Launched in 2013 to resounding success, UBS Wealth Insights is already regarded as a flagship conference in the UBS Wealth Management client engagement calendar in Asia Pacific. Along with the UBS House View, the program offers Wealth Management clients independent, insightful content from global experts and renowned opinion leaders.

Alexander S. Friedman
Global Chief Investment Officer, UBS Wealth Management

Building on the success of last year’s event, UBS Wealth Insights 2014 was held in Singapore, Hong Kong and Tokyo this January, attracting more than 3,600 guests.

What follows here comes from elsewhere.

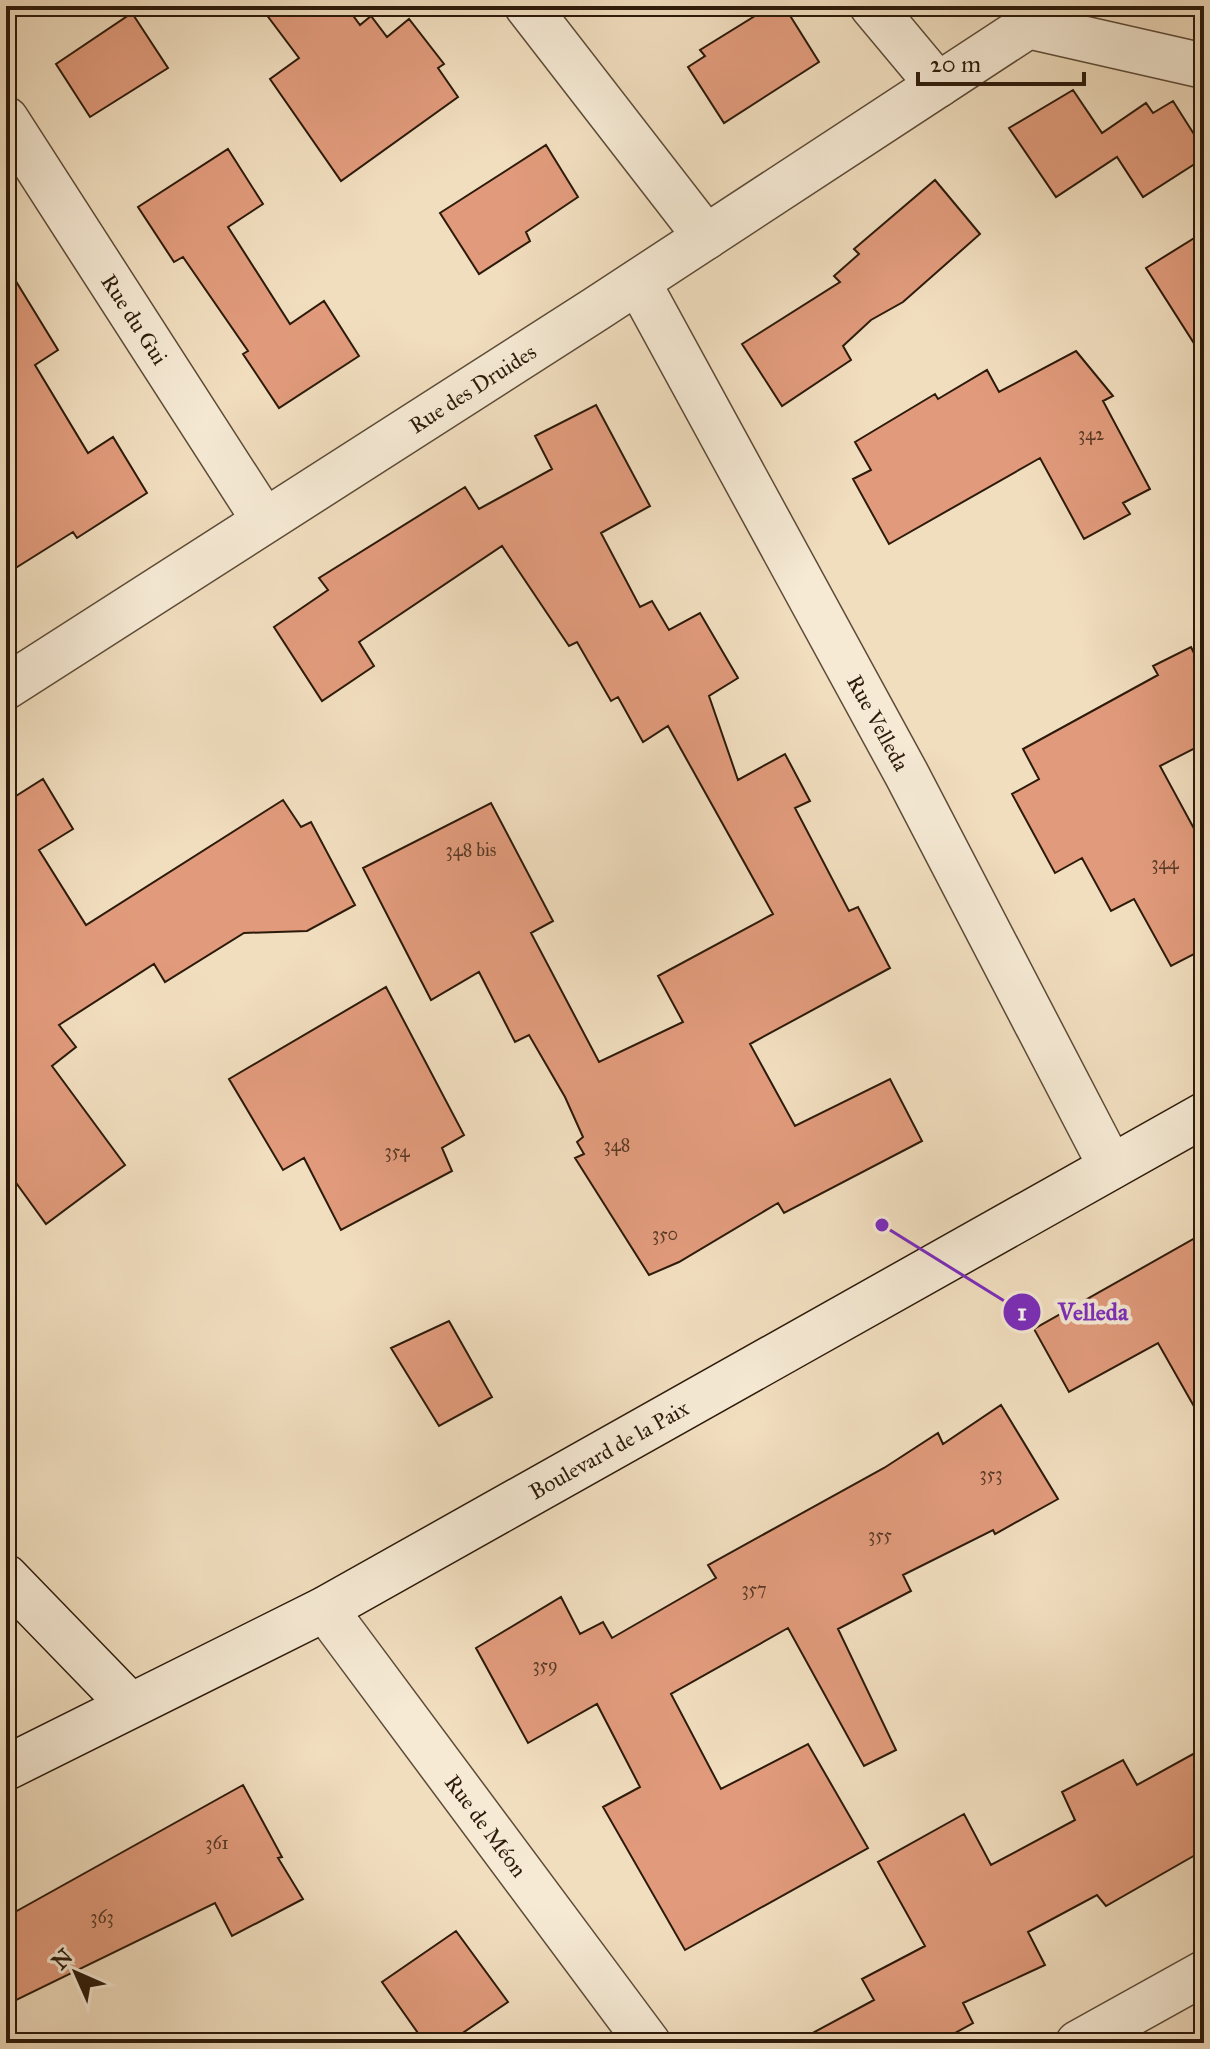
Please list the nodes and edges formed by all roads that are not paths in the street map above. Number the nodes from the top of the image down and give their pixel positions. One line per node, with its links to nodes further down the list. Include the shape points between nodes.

The Singapore event was opened by Edmund Koh, CEO of UBS Wealth Management for Southeast Asia and APAC Hub. In his opening speech to guests, Mr. Koh commented: “As the global macro backdrop continues to evolve in 2014, and just-in-time policy making becomes a norm, investors will not only need to be kept well-informed, but also be even more agile and willing to embrace change.’’

The US recovery and its impact on global market

Alexander Friedman, Global Chief Investment Officer (CIO) for UBS Wealth Management, was one of the keynote speakers. Predicting a better year for the global economy in 2014, he noted: “Across the world, global growth is shifting up from around 2.5% in 2013 to about 3.4% in 2014. In the United States, we think growth will move from 2013’s 1.9%, to about 3.0% and maybe even a little more for 2014.’’

Mr. Friedman believes the US economy is hitting a self-sustained recovery for a number of reasons. He told guests: “We think cap-ex (capital expenditure) acceleration – companies spending more – will be an important story in 2014. Overall monetary policy is still loose enough for financing to be available. So in the United States, the outlook is reasonably good.’’

Also speaking at the event were other global investment and economic experts from UBS, former US Treasury Secretary Timothy Geithner, and industry leaders BlackRock and PIMCO. A variety of subjects were covered, including the health of the Eurozone, building lifetime portfolios, and strategic asset allocation. Interestingly, a poll taken at the event asked UBS guests which asset class they thought would perform the best in 2014. Almost two thirds (65%) chose developed market equities, with 19% voting for Asian stocks.

The outlook from the CIO on emerging markets was also for accelerating growth, predicting growth to shift up from about 4.3% to 4.9%. For Asia, excluding Japan, Mr. Friedman predicted about 6% growth. China, the world’s second biggest economy and the lynchpin of Asia, was projected to grow by more than 7.5% year-on-year in 2014.

Paul Donovan (left), Senior Global Economist, UBS Investment Bank; Mark Haefele (middle), Global Head of Investment, Chief Investment Office, UBS Wealth Management; Tan Min Lan (right), APAC Regional Head, Chief Investment Office, UBS Wealth Management

“Diversify outside of Asia to take advantage of the monetary stimulus being provided by developed economies.”

The case for equities 

While the economic climate looks to be improving, this may not automatically translate into better investment returns. Mr. Friedman added: “Remember we are entering a different scenario. In the past, we have had limited economic growth, yet experienced great investment returns. Now we are moving to a world where we have better growth, but investment returns that are probably not going to be as good. This is because investment returns from now on are going to be driven by the corporate fundamentals, not so much by monetary policy.’’

While this presents challenges to investors for the year ahead, the consensus was that equities are still the most attractive asset class, and preferable to parking your funds in cash. Tan Min Lan, APAC Regional Head, UBS CIO Wealth Management, also advocated stock market investing. She said: “We see good value in equities. Increased economic growth and corporate earnings should justify a solid equity allocation in your portfolio. Get out of any overallocation in high grade bonds.”

A strategic house view with global perspectives

UBS Wealth Management’s Chief Investment Office plays an integral role in the company, providing an investment house view which is filtered down throughout the organization. This house view – which includes both strategic and tactical asset allocation – is informed by a systematic and integrated investment process, which leverages the expertize of more than 900 UBS investment experts from around the globe. This is also in consultation with external investment managers of some of the largest and best performing funds in the world.

When it comes to diversification, Mark Haefele, Global Head of Investment, UBS CIO Wealth Management, said at one of the panel discussions: ‘’Diversify outside of Asia to take advantage of the monetary stimulus being provided by developed economies. Currently, we favor the US and European markets.’’

In all three locations, guests were given an opportunity to dive deeper into topics that mattered most to their investment strategy, ranging from tips on avoiding big investment stakes, to the turnaround of the European markets and how to invest through volatility.